TASK TO CARRY OUT | Each entry below must be given again word for word, with no pictures.

Saved entries |
BEGIN
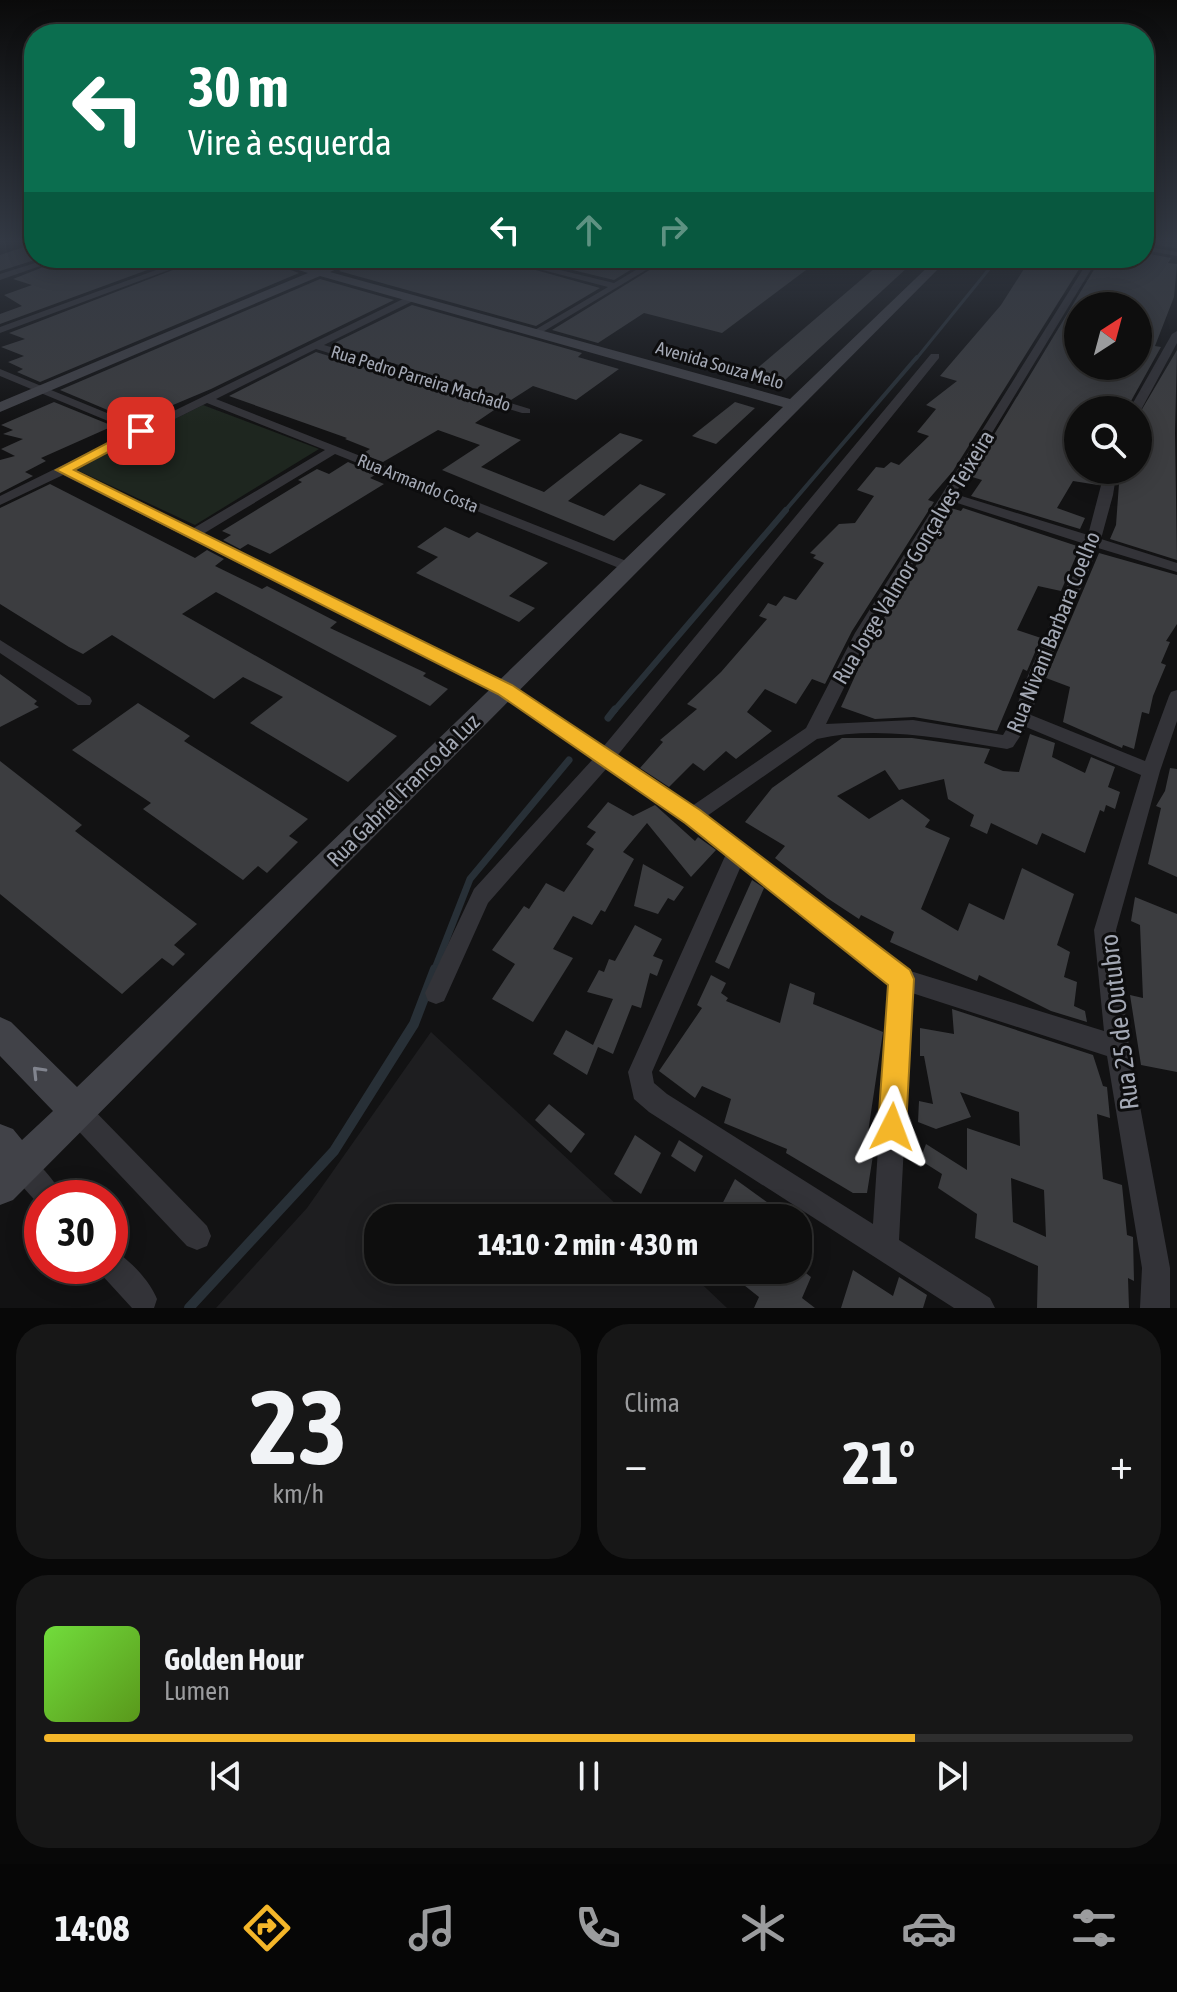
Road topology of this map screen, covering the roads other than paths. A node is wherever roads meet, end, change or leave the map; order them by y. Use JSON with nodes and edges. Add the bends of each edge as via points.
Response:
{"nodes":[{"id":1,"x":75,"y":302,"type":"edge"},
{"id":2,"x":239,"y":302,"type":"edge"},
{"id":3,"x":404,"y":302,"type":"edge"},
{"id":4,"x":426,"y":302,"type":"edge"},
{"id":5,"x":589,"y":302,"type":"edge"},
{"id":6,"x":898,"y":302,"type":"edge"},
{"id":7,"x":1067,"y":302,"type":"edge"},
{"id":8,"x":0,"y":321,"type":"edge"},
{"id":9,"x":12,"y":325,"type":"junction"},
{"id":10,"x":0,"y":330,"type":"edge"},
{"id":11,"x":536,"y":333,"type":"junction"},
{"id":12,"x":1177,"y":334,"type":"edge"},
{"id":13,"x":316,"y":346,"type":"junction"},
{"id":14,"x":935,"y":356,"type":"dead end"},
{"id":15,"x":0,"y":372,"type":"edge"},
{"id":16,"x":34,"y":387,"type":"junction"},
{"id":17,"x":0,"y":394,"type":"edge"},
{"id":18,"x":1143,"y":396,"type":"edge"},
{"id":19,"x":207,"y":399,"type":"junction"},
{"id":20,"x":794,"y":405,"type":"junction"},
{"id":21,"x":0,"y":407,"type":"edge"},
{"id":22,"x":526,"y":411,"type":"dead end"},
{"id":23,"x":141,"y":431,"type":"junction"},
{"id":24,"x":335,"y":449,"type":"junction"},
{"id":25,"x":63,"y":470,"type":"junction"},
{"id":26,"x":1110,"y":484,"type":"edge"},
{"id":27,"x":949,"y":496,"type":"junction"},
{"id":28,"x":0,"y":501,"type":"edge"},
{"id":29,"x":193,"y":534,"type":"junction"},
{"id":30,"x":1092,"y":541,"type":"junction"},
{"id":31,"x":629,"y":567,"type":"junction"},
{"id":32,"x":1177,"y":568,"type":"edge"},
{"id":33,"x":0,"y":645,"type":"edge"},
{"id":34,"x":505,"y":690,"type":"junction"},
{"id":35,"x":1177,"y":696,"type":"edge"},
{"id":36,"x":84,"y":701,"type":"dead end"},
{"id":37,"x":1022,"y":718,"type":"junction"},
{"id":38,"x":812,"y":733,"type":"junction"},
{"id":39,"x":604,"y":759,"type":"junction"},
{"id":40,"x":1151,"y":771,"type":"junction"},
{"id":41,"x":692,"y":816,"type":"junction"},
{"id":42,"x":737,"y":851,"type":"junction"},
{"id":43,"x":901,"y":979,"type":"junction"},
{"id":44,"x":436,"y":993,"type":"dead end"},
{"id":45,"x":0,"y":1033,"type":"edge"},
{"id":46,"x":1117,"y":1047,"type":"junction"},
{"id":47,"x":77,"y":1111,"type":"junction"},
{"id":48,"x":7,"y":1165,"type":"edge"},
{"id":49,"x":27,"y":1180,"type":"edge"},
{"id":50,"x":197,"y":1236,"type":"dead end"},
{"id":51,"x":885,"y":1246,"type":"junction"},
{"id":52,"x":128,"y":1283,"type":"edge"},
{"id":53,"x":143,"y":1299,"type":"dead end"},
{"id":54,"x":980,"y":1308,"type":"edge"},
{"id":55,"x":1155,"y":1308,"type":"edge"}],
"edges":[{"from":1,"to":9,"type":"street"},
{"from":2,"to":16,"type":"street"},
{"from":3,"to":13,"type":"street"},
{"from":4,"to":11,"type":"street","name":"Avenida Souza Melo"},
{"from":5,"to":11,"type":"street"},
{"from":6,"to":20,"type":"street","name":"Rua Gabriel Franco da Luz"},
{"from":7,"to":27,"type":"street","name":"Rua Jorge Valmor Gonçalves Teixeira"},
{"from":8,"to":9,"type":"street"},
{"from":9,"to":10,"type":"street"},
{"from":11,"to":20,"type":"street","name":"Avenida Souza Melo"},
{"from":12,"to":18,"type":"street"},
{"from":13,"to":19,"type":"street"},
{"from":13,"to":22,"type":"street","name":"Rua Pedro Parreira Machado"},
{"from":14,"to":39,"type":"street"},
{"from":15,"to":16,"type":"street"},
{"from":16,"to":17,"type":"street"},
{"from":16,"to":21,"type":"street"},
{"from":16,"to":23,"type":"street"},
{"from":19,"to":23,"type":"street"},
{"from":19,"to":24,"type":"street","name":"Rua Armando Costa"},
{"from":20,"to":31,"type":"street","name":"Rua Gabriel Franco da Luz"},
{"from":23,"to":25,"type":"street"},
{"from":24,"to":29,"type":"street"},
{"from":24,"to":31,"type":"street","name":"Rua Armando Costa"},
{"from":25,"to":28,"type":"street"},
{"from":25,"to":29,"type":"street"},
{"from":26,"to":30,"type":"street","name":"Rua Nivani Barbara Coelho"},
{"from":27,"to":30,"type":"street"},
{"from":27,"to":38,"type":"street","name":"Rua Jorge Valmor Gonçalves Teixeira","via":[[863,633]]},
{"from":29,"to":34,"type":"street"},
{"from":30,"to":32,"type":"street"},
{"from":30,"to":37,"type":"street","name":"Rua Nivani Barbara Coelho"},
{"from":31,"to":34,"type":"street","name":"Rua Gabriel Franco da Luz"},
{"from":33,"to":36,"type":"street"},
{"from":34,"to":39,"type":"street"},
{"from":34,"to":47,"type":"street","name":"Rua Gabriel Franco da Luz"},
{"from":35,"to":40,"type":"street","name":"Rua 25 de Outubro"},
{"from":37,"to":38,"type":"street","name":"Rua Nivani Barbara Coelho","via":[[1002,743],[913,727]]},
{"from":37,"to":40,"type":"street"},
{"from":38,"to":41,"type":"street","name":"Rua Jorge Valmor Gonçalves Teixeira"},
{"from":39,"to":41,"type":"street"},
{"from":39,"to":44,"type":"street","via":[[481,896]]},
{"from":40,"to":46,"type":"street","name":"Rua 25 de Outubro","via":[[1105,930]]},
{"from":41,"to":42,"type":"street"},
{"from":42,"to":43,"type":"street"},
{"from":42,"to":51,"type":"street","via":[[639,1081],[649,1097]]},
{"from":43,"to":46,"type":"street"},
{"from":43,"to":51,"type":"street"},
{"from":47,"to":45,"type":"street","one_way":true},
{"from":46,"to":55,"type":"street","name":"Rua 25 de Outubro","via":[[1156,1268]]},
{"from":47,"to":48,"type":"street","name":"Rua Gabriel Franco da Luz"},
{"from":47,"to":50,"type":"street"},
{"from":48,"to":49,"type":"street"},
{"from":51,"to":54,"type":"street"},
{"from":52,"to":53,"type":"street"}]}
END
RESPONSE |
Road topology of this map screen, covering the roads other than paths. A node is wherever roads meet, end, change or leave the map; order them by y. Use JSON with nodes and edges. Add the bends of each edge as via points.
Response:
{"nodes":[{"id":1,"x":75,"y":302,"type":"edge"},
{"id":2,"x":239,"y":302,"type":"edge"},
{"id":3,"x":404,"y":302,"type":"edge"},
{"id":4,"x":426,"y":302,"type":"edge"},
{"id":5,"x":589,"y":302,"type":"edge"},
{"id":6,"x":898,"y":302,"type":"edge"},
{"id":7,"x":1067,"y":302,"type":"edge"},
{"id":8,"x":0,"y":321,"type":"edge"},
{"id":9,"x":12,"y":325,"type":"junction"},
{"id":10,"x":0,"y":330,"type":"edge"},
{"id":11,"x":536,"y":333,"type":"junction"},
{"id":12,"x":1177,"y":334,"type":"edge"},
{"id":13,"x":316,"y":346,"type":"junction"},
{"id":14,"x":935,"y":356,"type":"dead end"},
{"id":15,"x":0,"y":372,"type":"edge"},
{"id":16,"x":34,"y":387,"type":"junction"},
{"id":17,"x":0,"y":394,"type":"edge"},
{"id":18,"x":1143,"y":396,"type":"edge"},
{"id":19,"x":207,"y":399,"type":"junction"},
{"id":20,"x":794,"y":405,"type":"junction"},
{"id":21,"x":0,"y":407,"type":"edge"},
{"id":22,"x":526,"y":411,"type":"dead end"},
{"id":23,"x":141,"y":431,"type":"junction"},
{"id":24,"x":335,"y":449,"type":"junction"},
{"id":25,"x":63,"y":470,"type":"junction"},
{"id":26,"x":1110,"y":484,"type":"edge"},
{"id":27,"x":949,"y":496,"type":"junction"},
{"id":28,"x":0,"y":501,"type":"edge"},
{"id":29,"x":193,"y":534,"type":"junction"},
{"id":30,"x":1092,"y":541,"type":"junction"},
{"id":31,"x":629,"y":567,"type":"junction"},
{"id":32,"x":1177,"y":568,"type":"edge"},
{"id":33,"x":0,"y":645,"type":"edge"},
{"id":34,"x":505,"y":690,"type":"junction"},
{"id":35,"x":1177,"y":696,"type":"edge"},
{"id":36,"x":84,"y":701,"type":"dead end"},
{"id":37,"x":1022,"y":718,"type":"junction"},
{"id":38,"x":812,"y":733,"type":"junction"},
{"id":39,"x":604,"y":759,"type":"junction"},
{"id":40,"x":1151,"y":771,"type":"junction"},
{"id":41,"x":692,"y":816,"type":"junction"},
{"id":42,"x":737,"y":851,"type":"junction"},
{"id":43,"x":901,"y":979,"type":"junction"},
{"id":44,"x":436,"y":993,"type":"dead end"},
{"id":45,"x":0,"y":1033,"type":"edge"},
{"id":46,"x":1117,"y":1047,"type":"junction"},
{"id":47,"x":77,"y":1111,"type":"junction"},
{"id":48,"x":7,"y":1165,"type":"edge"},
{"id":49,"x":27,"y":1180,"type":"edge"},
{"id":50,"x":197,"y":1236,"type":"dead end"},
{"id":51,"x":885,"y":1246,"type":"junction"},
{"id":52,"x":128,"y":1283,"type":"edge"},
{"id":53,"x":143,"y":1299,"type":"dead end"},
{"id":54,"x":980,"y":1308,"type":"edge"},
{"id":55,"x":1155,"y":1308,"type":"edge"}],
"edges":[{"from":1,"to":9,"type":"street"},
{"from":2,"to":16,"type":"street"},
{"from":3,"to":13,"type":"street"},
{"from":4,"to":11,"type":"street","name":"Avenida Souza Melo"},
{"from":5,"to":11,"type":"street"},
{"from":6,"to":20,"type":"street","name":"Rua Gabriel Franco da Luz"},
{"from":7,"to":27,"type":"street","name":"Rua Jorge Valmor Gonçalves Teixeira"},
{"from":8,"to":9,"type":"street"},
{"from":9,"to":10,"type":"street"},
{"from":11,"to":20,"type":"street","name":"Avenida Souza Melo"},
{"from":12,"to":18,"type":"street"},
{"from":13,"to":19,"type":"street"},
{"from":13,"to":22,"type":"street","name":"Rua Pedro Parreira Machado"},
{"from":14,"to":39,"type":"street"},
{"from":15,"to":16,"type":"street"},
{"from":16,"to":17,"type":"street"},
{"from":16,"to":21,"type":"street"},
{"from":16,"to":23,"type":"street"},
{"from":19,"to":23,"type":"street"},
{"from":19,"to":24,"type":"street","name":"Rua Armando Costa"},
{"from":20,"to":31,"type":"street","name":"Rua Gabriel Franco da Luz"},
{"from":23,"to":25,"type":"street"},
{"from":24,"to":29,"type":"street"},
{"from":24,"to":31,"type":"street","name":"Rua Armando Costa"},
{"from":25,"to":28,"type":"street"},
{"from":25,"to":29,"type":"street"},
{"from":26,"to":30,"type":"street","name":"Rua Nivani Barbara Coelho"},
{"from":27,"to":30,"type":"street"},
{"from":27,"to":38,"type":"street","name":"Rua Jorge Valmor Gonçalves Teixeira","via":[[863,633]]},
{"from":29,"to":34,"type":"street"},
{"from":30,"to":32,"type":"street"},
{"from":30,"to":37,"type":"street","name":"Rua Nivani Barbara Coelho"},
{"from":31,"to":34,"type":"street","name":"Rua Gabriel Franco da Luz"},
{"from":33,"to":36,"type":"street"},
{"from":34,"to":39,"type":"street"},
{"from":34,"to":47,"type":"street","name":"Rua Gabriel Franco da Luz"},
{"from":35,"to":40,"type":"street","name":"Rua 25 de Outubro"},
{"from":37,"to":38,"type":"street","name":"Rua Nivani Barbara Coelho","via":[[1002,743],[913,727]]},
{"from":37,"to":40,"type":"street"},
{"from":38,"to":41,"type":"street","name":"Rua Jorge Valmor Gonçalves Teixeira"},
{"from":39,"to":41,"type":"street"},
{"from":39,"to":44,"type":"street","via":[[481,896]]},
{"from":40,"to":46,"type":"street","name":"Rua 25 de Outubro","via":[[1105,930]]},
{"from":41,"to":42,"type":"street"},
{"from":42,"to":43,"type":"street"},
{"from":42,"to":51,"type":"street","via":[[639,1081],[649,1097]]},
{"from":43,"to":46,"type":"street"},
{"from":43,"to":51,"type":"street"},
{"from":47,"to":45,"type":"street","one_way":true},
{"from":46,"to":55,"type":"street","name":"Rua 25 de Outubro","via":[[1156,1268]]},
{"from":47,"to":48,"type":"street","name":"Rua Gabriel Franco da Luz"},
{"from":47,"to":50,"type":"street"},
{"from":48,"to":49,"type":"street"},
{"from":51,"to":54,"type":"street"},
{"from":52,"to":53,"type":"street"}]}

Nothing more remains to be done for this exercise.